Recorded data
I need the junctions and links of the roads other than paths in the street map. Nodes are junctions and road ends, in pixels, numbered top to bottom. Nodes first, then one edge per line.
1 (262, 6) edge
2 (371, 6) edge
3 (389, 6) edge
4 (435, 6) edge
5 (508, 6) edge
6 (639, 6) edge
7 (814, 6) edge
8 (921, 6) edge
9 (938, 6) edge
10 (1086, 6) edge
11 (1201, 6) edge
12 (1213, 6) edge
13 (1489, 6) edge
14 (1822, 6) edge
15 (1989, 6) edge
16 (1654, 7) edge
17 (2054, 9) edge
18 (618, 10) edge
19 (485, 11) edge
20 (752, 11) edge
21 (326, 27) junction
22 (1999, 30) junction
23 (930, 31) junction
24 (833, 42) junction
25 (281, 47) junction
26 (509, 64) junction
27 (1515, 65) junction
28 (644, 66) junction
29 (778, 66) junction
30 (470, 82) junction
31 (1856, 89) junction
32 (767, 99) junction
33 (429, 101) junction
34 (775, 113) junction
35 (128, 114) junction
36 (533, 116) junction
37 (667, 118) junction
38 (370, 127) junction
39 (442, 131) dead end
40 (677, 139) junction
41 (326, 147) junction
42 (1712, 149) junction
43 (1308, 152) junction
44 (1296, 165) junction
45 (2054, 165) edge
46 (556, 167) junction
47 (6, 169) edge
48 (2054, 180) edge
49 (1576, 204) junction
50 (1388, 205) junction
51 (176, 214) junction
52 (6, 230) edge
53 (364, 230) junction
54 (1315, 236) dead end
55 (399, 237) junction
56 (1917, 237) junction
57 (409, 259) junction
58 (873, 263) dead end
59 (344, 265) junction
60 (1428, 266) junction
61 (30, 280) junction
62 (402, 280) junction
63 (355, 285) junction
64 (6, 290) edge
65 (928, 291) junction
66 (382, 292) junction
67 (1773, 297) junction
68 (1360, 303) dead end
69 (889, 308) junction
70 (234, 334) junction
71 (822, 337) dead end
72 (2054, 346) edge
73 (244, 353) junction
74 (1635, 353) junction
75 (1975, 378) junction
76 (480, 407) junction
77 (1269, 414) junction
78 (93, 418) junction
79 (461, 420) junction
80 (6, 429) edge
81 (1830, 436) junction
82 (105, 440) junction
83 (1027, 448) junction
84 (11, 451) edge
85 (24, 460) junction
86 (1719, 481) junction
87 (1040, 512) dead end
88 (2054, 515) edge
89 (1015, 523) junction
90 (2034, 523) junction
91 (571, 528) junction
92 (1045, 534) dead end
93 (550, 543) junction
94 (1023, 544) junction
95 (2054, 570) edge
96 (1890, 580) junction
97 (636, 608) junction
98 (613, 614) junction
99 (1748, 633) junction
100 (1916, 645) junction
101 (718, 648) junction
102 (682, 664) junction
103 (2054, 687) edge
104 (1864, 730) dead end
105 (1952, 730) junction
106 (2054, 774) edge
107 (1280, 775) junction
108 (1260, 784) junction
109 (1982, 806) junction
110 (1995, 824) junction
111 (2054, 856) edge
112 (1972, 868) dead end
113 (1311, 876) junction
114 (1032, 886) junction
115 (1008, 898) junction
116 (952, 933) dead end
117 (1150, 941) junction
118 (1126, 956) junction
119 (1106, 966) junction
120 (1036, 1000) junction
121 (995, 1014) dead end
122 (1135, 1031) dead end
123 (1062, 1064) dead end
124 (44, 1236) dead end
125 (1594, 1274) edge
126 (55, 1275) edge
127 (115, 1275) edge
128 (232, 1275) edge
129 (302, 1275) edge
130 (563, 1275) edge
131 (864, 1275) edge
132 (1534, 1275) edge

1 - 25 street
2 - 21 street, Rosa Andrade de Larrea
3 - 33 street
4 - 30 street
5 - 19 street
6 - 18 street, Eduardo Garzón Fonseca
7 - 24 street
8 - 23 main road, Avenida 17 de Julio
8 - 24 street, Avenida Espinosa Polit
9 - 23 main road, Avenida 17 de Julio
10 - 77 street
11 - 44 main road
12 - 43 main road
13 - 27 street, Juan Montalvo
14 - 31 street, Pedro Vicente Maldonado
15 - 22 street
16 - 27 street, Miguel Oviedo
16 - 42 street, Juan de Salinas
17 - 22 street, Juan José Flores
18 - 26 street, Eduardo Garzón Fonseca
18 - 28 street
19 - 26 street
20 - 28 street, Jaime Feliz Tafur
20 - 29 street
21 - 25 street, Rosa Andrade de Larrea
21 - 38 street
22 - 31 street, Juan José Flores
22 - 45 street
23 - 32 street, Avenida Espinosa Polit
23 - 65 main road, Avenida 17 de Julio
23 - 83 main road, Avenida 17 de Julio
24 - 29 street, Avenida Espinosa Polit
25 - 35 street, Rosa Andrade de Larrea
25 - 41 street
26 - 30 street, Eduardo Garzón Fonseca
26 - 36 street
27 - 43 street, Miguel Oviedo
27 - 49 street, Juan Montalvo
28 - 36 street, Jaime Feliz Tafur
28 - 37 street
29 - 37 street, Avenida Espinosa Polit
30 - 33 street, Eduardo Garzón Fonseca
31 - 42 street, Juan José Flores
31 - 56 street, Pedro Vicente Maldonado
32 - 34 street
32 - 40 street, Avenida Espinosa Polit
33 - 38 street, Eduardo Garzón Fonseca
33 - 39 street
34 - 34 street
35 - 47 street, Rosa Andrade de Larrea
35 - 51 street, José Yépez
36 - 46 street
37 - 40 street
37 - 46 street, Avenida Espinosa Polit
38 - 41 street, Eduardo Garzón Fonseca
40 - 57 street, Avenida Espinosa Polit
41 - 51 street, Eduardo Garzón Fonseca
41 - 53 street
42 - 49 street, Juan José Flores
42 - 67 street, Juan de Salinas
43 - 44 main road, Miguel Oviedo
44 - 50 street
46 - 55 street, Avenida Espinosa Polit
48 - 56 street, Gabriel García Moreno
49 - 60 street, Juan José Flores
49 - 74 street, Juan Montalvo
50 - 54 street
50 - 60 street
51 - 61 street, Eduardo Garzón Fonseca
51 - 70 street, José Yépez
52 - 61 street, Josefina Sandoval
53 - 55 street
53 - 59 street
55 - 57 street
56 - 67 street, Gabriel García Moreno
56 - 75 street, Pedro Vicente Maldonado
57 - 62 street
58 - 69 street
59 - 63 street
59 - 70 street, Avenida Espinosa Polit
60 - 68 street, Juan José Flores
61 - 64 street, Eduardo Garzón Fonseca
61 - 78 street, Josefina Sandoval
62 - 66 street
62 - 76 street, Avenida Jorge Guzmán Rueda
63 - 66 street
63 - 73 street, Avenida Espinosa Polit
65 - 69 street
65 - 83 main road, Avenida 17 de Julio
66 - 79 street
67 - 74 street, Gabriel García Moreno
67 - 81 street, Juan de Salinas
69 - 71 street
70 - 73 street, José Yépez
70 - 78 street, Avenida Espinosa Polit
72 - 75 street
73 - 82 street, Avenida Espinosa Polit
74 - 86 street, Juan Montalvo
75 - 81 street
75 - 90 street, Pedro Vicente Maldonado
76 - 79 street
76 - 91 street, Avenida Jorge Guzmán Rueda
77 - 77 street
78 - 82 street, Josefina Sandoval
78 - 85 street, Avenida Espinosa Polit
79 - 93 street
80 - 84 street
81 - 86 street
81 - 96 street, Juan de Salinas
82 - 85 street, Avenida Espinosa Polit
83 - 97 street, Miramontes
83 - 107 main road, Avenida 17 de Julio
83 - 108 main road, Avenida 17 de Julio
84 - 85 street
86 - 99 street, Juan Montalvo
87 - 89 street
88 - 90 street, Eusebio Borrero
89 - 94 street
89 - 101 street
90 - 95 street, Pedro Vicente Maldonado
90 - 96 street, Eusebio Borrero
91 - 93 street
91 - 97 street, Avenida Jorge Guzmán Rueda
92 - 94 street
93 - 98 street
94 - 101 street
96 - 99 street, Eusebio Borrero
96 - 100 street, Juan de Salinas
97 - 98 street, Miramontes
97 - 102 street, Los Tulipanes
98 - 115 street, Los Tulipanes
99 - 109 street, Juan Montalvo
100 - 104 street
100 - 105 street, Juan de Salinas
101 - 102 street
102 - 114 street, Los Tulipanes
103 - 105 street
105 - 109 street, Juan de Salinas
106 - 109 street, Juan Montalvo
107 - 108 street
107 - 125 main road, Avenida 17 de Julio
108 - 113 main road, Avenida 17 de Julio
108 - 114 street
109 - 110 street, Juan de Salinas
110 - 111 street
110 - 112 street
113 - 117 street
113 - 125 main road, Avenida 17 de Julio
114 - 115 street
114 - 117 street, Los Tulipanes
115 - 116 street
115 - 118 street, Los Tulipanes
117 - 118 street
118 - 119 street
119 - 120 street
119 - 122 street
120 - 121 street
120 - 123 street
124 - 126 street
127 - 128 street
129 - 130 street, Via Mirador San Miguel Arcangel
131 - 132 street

--- Exercise brief ---
Locate the word "Garzón" in the records and collect each line it appears in.

--- Problem solution ---
6 - 18 street, Eduardo Garzón Fonseca
18 - 26 street, Eduardo Garzón Fonseca
26 - 30 street, Eduardo Garzón Fonseca
30 - 33 street, Eduardo Garzón Fonseca
33 - 38 street, Eduardo Garzón Fonseca
38 - 41 street, Eduardo Garzón Fonseca
41 - 51 street, Eduardo Garzón Fonseca
51 - 61 street, Eduardo Garzón Fonseca
61 - 64 street, Eduardo Garzón Fonseca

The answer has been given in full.